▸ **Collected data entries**
◇ ◇ ◇ ◇ ◇

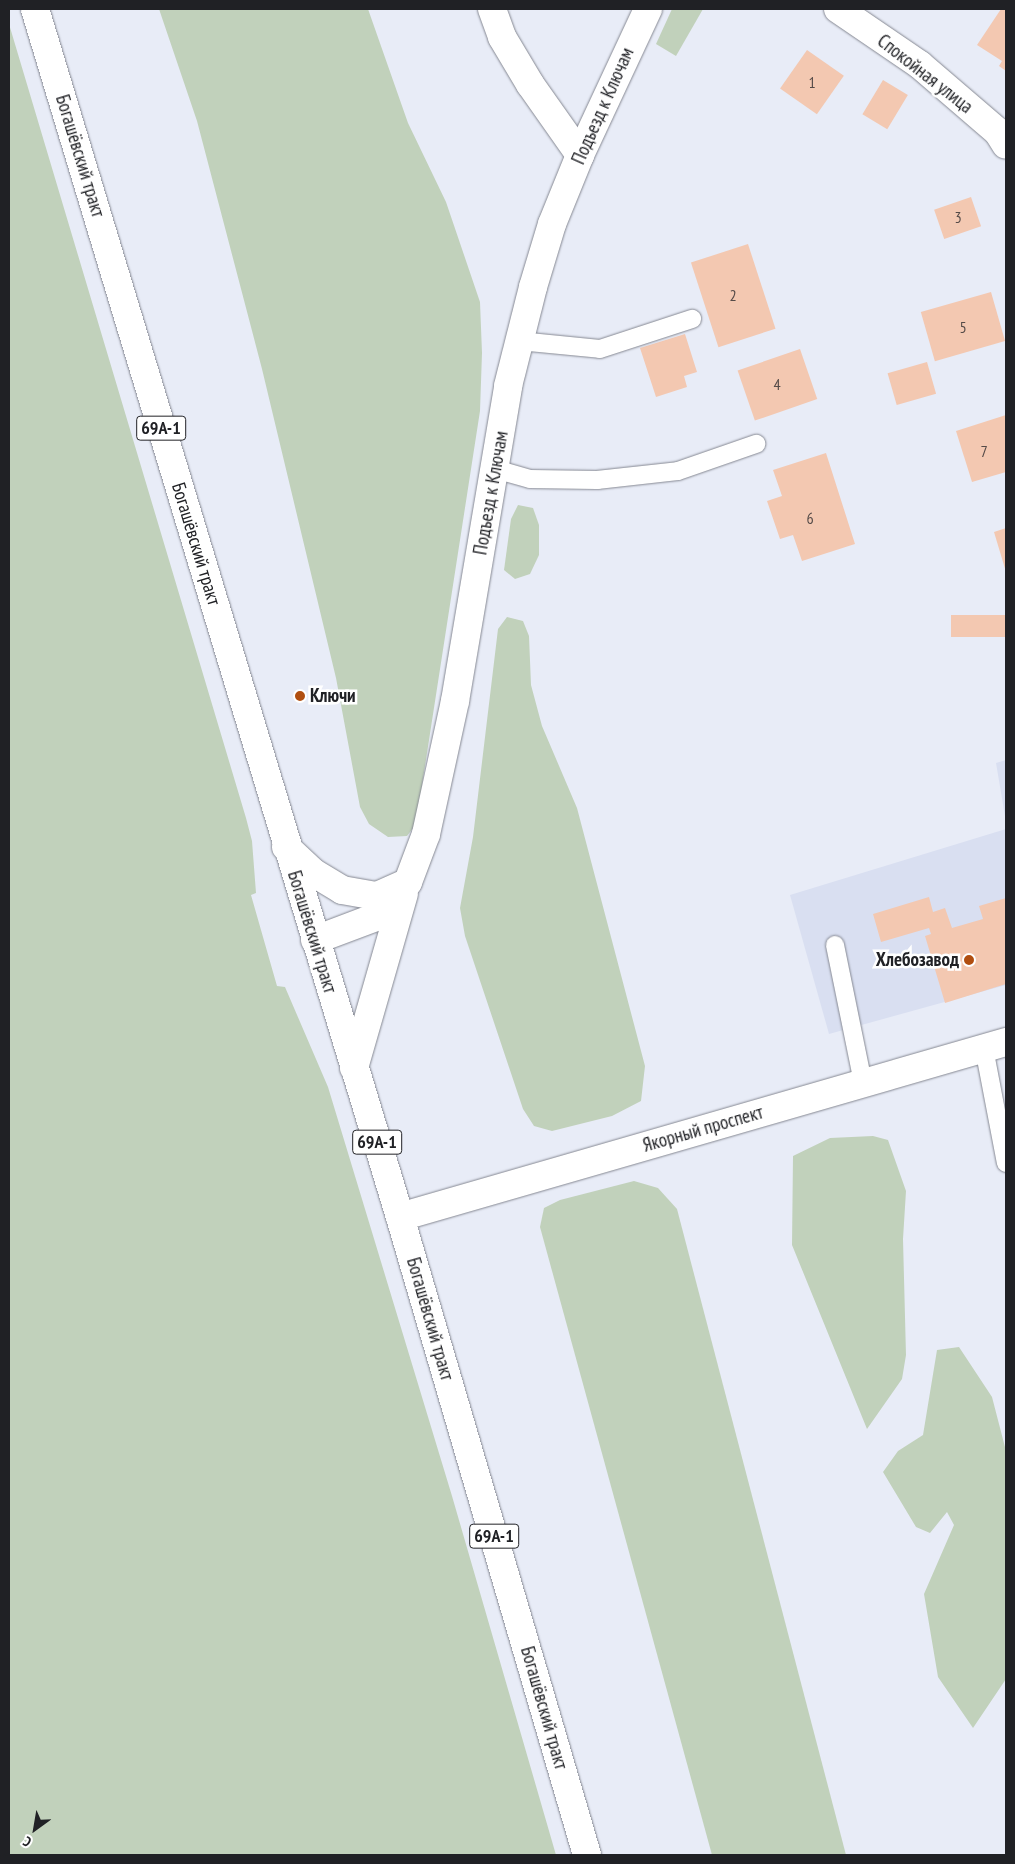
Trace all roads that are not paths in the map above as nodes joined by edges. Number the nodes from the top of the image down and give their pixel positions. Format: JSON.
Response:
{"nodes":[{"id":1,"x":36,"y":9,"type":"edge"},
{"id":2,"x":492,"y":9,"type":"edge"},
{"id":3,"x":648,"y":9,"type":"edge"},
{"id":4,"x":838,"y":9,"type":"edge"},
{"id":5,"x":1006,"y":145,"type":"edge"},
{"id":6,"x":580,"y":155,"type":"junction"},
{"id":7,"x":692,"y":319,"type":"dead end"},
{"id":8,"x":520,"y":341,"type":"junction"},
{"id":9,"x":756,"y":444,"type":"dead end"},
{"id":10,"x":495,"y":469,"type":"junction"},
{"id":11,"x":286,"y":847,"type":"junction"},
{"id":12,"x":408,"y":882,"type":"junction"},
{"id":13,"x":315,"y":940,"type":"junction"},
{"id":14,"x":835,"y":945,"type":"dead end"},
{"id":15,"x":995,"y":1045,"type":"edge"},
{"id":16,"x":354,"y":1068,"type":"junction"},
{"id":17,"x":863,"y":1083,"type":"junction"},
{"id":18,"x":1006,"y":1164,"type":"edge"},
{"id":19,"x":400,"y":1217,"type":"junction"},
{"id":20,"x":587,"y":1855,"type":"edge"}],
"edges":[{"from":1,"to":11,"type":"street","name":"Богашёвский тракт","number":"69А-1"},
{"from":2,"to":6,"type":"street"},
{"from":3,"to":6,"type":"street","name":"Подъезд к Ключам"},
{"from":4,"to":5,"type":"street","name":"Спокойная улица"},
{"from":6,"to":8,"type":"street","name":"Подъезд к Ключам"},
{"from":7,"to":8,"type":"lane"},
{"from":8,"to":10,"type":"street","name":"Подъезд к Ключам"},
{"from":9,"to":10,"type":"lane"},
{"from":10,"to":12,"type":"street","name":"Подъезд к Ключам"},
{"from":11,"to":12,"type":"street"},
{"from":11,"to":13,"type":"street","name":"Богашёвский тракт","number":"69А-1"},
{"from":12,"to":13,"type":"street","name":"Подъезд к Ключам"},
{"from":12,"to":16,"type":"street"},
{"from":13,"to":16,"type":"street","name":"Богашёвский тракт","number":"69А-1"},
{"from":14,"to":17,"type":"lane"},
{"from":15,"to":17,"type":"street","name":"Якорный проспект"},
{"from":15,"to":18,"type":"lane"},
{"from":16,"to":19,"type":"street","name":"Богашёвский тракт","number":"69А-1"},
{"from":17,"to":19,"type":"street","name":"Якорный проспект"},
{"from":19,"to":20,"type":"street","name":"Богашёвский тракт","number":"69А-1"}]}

◇ ◇ ◇ ◇ ◇

▸ **WHAT THE EXERCISE ASKS**
Keep the pictures out of the copy and write out the data exactly as it stands.

▸ **REPLY TO THE TASK**
Trace all roads that are not paths in the map above as nodes joined by edges. Number the nodes from the top of the image down and give their pixel positions. Format: JSON.
Response:
{"nodes":[{"id":1,"x":36,"y":9,"type":"edge"},
{"id":2,"x":492,"y":9,"type":"edge"},
{"id":3,"x":648,"y":9,"type":"edge"},
{"id":4,"x":838,"y":9,"type":"edge"},
{"id":5,"x":1006,"y":145,"type":"edge"},
{"id":6,"x":580,"y":155,"type":"junction"},
{"id":7,"x":692,"y":319,"type":"dead end"},
{"id":8,"x":520,"y":341,"type":"junction"},
{"id":9,"x":756,"y":444,"type":"dead end"},
{"id":10,"x":495,"y":469,"type":"junction"},
{"id":11,"x":286,"y":847,"type":"junction"},
{"id":12,"x":408,"y":882,"type":"junction"},
{"id":13,"x":315,"y":940,"type":"junction"},
{"id":14,"x":835,"y":945,"type":"dead end"},
{"id":15,"x":995,"y":1045,"type":"edge"},
{"id":16,"x":354,"y":1068,"type":"junction"},
{"id":17,"x":863,"y":1083,"type":"junction"},
{"id":18,"x":1006,"y":1164,"type":"edge"},
{"id":19,"x":400,"y":1217,"type":"junction"},
{"id":20,"x":587,"y":1855,"type":"edge"}],
"edges":[{"from":1,"to":11,"type":"street","name":"Богашёвский тракт","number":"69А-1"},
{"from":2,"to":6,"type":"street"},
{"from":3,"to":6,"type":"street","name":"Подъезд к Ключам"},
{"from":4,"to":5,"type":"street","name":"Спокойная улица"},
{"from":6,"to":8,"type":"street","name":"Подъезд к Ключам"},
{"from":7,"to":8,"type":"lane"},
{"from":8,"to":10,"type":"street","name":"Подъезд к Ключам"},
{"from":9,"to":10,"type":"lane"},
{"from":10,"to":12,"type":"street","name":"Подъезд к Ключам"},
{"from":11,"to":12,"type":"street"},
{"from":11,"to":13,"type":"street","name":"Богашёвский тракт","number":"69А-1"},
{"from":12,"to":13,"type":"street","name":"Подъезд к Ключам"},
{"from":12,"to":16,"type":"street"},
{"from":13,"to":16,"type":"street","name":"Богашёвский тракт","number":"69А-1"},
{"from":14,"to":17,"type":"lane"},
{"from":15,"to":17,"type":"street","name":"Якорный проспект"},
{"from":15,"to":18,"type":"lane"},
{"from":16,"to":19,"type":"street","name":"Богашёвский тракт","number":"69А-1"},
{"from":17,"to":19,"type":"street","name":"Якорный проспект"},
{"from":19,"to":20,"type":"street","name":"Богашёвский тракт","number":"69А-1"}]}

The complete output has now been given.